An important feature of Firefox that isn't nearly as well known as it should be is first party isolation.

It can be a bit annoying due to eg Recaptcha, but it works fine 99% of the time. Some sites will break, but these are far and few between. I just use another browser for those.

It was upstreamed from TOR and will scope all data (cookies, caches, etc) per domain. It's not a panacea, but definitely a good step.

(about:config , privacy.firstparty.isolate)

I feel like something like this should be the (standardized) behaviour of browsers. Sharing any kind of observable state between domains should require an explicit opt-in with a prompt.

Like: "Privacy Warning: techcrunch.com wants to share your data with facebook.com. Do you want to allow this?"

(such fine grained permissions are a complicated topic of course, but that's a longer discussion...)


Firefox's First Party Isolation can break some websites that might rely on third-party authentication. This may be acceptable for Tor users, but not regular users, which is why First Party Isolation is still off by default in Firefox. Mozilla is actively testing a variation called Dynamic First Party Isolation that will support those workflows.

For more details, here is the Firefox bug report:

https://bugzilla.mozilla.org/show_bug.cgi?id=1549587

To enable Dynamic First Party Isolation: in Firefox Nightly's about:preferences#privacy, select "Custom" Enhanced Tracking Protection and "Cookies" = "Cross-site and social media trackers, and isolate remaining cookies". Or just set `network.cookie.cookieBehavior` pref = 5 in about:config.


I just disabled third party cookies and everything works fine.


Disabling third-party cookies hasn't really been that useful in a long time though.

"When third-party cookies are allowed, 101 domains can reconstruct over 50% of a user's history and 161 could recover over 40%. Even when these cookies are blocked, 44 domains could recover over 40% of a user's history."[1]

[1] Study back in 2014: https://securehomes.esat.kuleuven.be/~gacar/persistent/the_w...

Add to that web beacons, ads, like buttons, browser fingerprinting via HTTP header, javascript, canvas, plug-ins, add-ons or hardware, keystroke biometrics and gestures on smartphones. Of course, there are also several techniques for e-mail tracking as well as tracking of documents (word, .pdfs etc).


Thankfully this became the default in Safari: https://webkit.org/blog/10218/full-third-party-cookie-blocki...

Previously it only enabled third-party cookies for domains you had explicitly visited. https://www.theverge.com/2017/9/14/16308138/apple-safari-11-...


Unfortunately, people are working out ways to get around this now that it's become a default.


Use a generic JS blocker.
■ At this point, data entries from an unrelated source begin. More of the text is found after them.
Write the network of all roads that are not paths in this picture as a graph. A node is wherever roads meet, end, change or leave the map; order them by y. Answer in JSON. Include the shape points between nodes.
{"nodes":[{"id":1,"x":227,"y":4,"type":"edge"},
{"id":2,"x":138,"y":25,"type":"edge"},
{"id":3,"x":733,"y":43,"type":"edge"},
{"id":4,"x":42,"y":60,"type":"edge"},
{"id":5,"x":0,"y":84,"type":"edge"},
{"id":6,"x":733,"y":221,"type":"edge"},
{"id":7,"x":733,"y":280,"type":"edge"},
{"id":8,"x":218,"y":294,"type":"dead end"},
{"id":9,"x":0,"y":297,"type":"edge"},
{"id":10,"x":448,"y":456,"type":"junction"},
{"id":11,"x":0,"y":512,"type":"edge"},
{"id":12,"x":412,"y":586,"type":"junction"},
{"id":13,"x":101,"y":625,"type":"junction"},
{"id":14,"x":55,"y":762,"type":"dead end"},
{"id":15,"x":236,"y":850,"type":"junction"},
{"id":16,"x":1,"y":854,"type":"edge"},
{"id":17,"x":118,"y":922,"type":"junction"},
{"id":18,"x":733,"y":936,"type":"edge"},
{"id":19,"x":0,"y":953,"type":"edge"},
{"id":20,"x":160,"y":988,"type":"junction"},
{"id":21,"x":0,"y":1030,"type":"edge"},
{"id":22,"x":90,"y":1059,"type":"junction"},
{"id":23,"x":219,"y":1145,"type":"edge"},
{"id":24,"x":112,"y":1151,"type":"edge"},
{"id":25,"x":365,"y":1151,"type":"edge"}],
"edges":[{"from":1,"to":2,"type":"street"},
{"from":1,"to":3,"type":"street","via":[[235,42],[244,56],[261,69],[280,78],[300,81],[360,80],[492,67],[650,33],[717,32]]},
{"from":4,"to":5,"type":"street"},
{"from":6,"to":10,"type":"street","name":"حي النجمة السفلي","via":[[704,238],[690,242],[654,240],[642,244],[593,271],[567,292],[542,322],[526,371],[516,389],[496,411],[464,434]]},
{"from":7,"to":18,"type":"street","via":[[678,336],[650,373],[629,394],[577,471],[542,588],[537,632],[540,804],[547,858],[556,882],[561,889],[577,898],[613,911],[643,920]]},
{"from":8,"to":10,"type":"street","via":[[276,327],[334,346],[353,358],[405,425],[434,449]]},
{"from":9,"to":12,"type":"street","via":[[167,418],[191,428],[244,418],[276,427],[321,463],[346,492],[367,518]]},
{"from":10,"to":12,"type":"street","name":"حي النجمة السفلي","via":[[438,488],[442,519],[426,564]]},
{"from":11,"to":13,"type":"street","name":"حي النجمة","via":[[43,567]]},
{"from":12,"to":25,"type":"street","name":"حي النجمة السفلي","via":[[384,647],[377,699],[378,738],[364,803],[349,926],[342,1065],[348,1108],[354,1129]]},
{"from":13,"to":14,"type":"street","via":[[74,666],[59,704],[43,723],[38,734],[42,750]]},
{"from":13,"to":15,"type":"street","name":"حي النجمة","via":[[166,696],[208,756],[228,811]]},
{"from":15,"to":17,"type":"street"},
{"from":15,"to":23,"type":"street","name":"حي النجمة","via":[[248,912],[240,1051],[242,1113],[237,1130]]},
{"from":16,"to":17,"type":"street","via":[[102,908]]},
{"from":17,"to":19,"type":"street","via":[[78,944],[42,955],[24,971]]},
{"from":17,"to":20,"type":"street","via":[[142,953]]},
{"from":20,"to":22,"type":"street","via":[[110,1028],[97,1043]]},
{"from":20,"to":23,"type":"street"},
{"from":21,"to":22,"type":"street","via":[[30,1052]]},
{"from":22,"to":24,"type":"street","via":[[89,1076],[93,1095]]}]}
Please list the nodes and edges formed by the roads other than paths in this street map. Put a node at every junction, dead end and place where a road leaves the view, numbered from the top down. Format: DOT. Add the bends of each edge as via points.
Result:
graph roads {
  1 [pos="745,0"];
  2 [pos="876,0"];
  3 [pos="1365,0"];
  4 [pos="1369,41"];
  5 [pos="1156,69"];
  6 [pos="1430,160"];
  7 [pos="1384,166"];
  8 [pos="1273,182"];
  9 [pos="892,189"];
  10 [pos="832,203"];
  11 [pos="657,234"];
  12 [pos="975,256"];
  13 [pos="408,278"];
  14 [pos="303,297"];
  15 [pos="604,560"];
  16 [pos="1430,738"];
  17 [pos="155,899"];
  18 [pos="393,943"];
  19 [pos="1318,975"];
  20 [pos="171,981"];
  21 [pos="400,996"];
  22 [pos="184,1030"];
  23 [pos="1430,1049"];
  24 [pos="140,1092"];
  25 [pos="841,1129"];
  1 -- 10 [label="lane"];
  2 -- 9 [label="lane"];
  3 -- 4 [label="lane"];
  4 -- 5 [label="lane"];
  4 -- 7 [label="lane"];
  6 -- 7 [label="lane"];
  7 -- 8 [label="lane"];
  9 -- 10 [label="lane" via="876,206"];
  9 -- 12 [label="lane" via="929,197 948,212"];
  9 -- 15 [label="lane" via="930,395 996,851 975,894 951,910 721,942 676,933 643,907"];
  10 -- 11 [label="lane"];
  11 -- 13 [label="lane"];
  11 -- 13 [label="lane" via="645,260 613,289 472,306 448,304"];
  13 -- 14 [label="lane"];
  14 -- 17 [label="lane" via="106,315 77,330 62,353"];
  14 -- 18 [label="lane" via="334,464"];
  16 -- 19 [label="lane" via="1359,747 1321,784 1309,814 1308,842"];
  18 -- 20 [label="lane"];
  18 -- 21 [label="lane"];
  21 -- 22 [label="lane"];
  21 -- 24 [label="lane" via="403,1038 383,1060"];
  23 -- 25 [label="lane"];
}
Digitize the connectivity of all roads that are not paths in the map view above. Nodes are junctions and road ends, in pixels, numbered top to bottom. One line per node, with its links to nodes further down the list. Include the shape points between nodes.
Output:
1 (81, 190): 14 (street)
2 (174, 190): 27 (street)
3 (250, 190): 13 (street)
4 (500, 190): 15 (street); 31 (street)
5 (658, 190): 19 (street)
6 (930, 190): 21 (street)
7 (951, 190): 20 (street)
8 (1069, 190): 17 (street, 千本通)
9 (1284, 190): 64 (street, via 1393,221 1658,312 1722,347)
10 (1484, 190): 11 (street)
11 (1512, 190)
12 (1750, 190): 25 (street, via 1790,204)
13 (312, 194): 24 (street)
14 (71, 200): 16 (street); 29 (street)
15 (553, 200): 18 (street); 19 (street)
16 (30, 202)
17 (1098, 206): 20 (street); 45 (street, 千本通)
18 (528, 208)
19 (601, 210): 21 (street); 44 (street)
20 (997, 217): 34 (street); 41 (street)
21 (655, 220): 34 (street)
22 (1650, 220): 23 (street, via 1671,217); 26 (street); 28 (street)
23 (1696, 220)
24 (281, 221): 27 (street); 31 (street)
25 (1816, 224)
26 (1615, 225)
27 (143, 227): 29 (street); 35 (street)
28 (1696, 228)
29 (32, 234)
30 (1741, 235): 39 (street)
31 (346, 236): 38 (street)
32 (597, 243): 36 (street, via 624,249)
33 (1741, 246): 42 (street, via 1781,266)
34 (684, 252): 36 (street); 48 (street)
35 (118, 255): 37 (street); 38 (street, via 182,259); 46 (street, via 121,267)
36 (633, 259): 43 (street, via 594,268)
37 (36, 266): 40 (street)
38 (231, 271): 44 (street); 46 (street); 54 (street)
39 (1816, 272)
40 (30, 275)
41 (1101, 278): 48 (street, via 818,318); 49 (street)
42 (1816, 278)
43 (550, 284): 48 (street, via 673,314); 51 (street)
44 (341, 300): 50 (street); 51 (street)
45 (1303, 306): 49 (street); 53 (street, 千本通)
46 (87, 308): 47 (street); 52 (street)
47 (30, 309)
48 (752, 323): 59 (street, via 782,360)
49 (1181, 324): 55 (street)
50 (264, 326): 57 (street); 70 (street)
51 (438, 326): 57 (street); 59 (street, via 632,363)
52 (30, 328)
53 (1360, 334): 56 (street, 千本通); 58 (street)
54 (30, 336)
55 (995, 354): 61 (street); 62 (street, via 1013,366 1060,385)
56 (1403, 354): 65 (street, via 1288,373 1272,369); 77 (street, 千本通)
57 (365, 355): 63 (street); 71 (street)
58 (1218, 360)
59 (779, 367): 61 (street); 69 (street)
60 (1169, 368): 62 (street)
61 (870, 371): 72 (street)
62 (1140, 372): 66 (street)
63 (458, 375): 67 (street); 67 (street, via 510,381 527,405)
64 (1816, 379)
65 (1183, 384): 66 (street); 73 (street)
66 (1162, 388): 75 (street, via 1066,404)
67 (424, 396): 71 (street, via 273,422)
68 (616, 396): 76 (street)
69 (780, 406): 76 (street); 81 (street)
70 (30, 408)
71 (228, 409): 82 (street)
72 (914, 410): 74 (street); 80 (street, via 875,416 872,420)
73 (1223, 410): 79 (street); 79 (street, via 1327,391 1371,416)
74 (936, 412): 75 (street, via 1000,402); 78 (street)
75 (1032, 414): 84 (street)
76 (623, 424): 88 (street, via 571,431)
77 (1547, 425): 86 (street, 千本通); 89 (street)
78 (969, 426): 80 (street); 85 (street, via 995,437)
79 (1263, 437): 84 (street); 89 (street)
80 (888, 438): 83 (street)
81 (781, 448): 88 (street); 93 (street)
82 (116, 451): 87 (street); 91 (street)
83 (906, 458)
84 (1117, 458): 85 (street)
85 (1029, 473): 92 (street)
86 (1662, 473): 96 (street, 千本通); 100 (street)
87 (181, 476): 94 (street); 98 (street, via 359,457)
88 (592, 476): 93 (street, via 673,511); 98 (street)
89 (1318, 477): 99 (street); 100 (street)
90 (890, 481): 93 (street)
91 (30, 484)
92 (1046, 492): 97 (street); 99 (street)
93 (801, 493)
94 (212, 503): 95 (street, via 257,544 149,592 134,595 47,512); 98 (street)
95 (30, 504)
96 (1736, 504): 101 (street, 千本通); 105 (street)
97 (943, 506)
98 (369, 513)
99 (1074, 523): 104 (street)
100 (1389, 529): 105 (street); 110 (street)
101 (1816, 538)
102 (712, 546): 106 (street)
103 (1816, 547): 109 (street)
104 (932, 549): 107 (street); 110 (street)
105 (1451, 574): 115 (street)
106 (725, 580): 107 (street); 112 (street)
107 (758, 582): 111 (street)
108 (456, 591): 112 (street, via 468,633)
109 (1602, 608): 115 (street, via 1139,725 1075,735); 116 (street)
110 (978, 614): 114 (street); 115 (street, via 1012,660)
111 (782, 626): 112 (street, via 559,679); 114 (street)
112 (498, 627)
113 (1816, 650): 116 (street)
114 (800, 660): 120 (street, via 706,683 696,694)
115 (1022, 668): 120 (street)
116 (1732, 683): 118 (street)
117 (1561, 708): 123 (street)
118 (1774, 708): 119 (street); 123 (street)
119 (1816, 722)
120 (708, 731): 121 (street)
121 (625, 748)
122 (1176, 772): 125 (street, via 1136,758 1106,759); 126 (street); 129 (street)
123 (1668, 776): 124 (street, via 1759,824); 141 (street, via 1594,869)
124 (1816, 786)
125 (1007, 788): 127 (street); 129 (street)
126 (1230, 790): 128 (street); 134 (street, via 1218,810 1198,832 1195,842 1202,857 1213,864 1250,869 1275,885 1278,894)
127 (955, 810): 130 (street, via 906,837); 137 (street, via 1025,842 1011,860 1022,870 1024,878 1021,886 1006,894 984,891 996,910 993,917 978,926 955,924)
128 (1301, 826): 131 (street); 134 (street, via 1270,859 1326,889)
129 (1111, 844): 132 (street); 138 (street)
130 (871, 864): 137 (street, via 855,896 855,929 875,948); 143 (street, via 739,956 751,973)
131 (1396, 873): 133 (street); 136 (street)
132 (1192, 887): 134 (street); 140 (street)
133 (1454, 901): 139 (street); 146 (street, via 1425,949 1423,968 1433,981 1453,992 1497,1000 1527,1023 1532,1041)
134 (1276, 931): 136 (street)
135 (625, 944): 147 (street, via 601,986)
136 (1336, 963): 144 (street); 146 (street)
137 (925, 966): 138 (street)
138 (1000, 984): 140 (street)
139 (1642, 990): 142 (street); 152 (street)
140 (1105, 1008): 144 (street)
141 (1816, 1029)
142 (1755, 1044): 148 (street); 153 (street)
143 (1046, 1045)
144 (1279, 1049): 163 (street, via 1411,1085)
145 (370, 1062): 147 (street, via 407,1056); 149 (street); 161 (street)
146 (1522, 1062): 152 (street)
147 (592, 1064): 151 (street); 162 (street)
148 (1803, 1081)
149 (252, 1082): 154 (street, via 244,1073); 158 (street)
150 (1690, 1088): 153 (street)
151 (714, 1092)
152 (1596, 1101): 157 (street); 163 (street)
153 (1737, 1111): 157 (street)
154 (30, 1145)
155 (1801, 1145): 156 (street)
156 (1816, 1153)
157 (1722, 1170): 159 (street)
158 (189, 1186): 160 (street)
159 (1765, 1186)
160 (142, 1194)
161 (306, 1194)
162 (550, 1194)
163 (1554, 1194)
It protects you from workarounds and zero days.


It also blocks JS.


You say that like it's a bad thing?


Doesn't stop tracking pixels.


If you use umatrix and only allow 1st party cookies it should block those right? The pixel would load but without any cookie.


Tracking pixels don't need a cookie if they're using dynamically generated URLs.


umatrix can block third-party images as easily as it blocks cookies.


Sharing would just be routed through cdn.firstparty.com


Thanks very much. Useful


I worked at oracle on the bluekai product (search 'oracle' in my comment history). I helped deliver data using bluekai from oracle to platforms like facebook and google. AMA.

If you are curious what data is housed in bluekai, here is a 170 page pdf with lists and descriptions of different data providers/vendors: http://www.oracle.com/us/solutions/cloud/data-directory-2810...


What is the best way to opt-out / avoid tracking like this? The Oracle opt-out page requires providing your physical address / email / name and then only sets a cookie in your single browser.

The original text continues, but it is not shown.